Curitiba tem segunda melhor taxa de distribuição de renda
PUBLICAÇÃO
sábado, 06 de dezembro de 1997
Elisa Marilia Carneiro Curitiba 
Curitiba se destaca na Pesquisa de Orçamentos Familiares (POF) do IBGE - Instituto Brasileiro de Geografia e Estatística, divulgada anteontem, como a capital com um dos menores índices de concentração de renda do País. A cidade possui o segundo melhor desempenho, perdendo apenas para São Paulo, que continua a apresentar o menor índice. Fortaleza lidera o ranking de concentração de renda no País, tendo Salvador e Recife logo atrás.

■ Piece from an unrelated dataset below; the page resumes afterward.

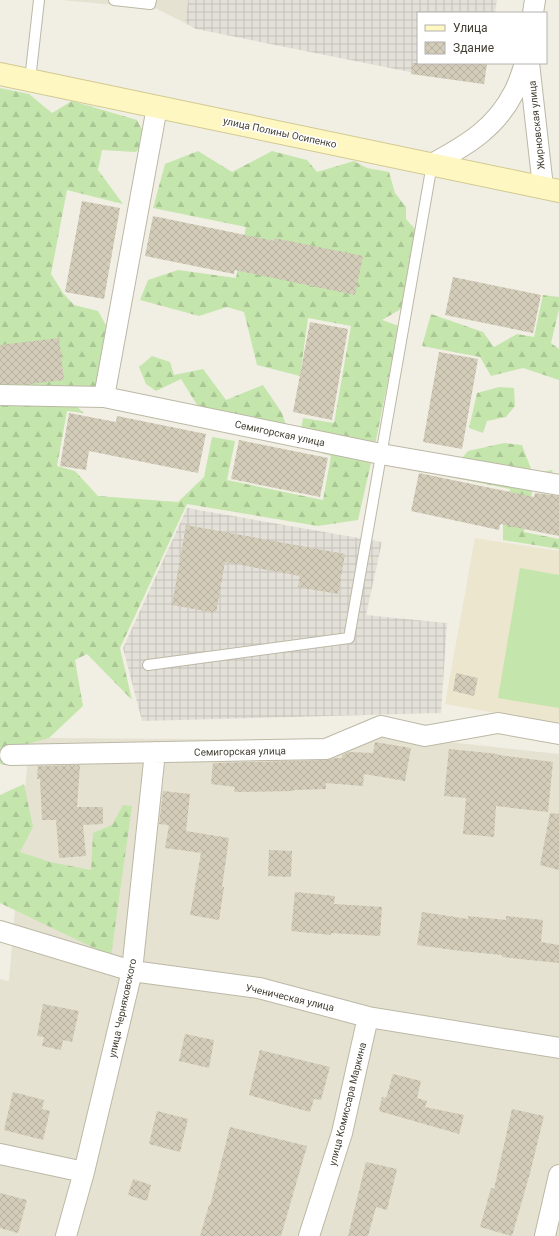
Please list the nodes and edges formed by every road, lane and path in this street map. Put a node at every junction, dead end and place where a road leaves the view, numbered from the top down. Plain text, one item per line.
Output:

A POF foi feita entre 1995 e 1996 tendo como base dados coletados em 16 mil domicílios brasileiros definidos pelo IBGE. Segundo a pesquisa, o salário familiar médio dos moradores de Curitiba e Região Metropolitana é de R$ 1.750,18, para famílias compostas por 3,68 pessoas em média; e fica próximo dos salários dos paulistanos, cujo valor médio é de R$ 1.850,13. O gasto global das famílias de curitibanos chega a R$ 1.258,20, segundo a pesquisa.
Curitiba teve recorde na variação das despesas com aluguel. De 1987 para 1996, este índice subiu 86,44%, passando a representar 3,30% das despesas contra 1,77% em 1987. O transporte urbano pesa mais 36,42% no bolso dos curitibanos, que gastam 2,06% com esse item contra 1,51% das despesas em 1987.
Outro índice que teve aumento significativo para os moradores da Grande Curitiba foi o gasto com plano e seguro de saúde, que passou a representar 1,30% do orçamento doméstico, enquanto que em 1987 os gastos limitavam-se a 0,19%. A variação nesse caso é de 584,21%.
Em média, os curitibanos passaram a gastar mais 6,84% com a compra de remédios. Agora este índice representa 2,03% do orçamento doméstico - em 1987, a taxa era de 1,90%. O índice de compras de aparelhos eletrodomésticos e equipamentos do lar, pelo consumidor de Curitiba, ficou estável no período: 2,88% em 1996 contra 2,86% em 1987.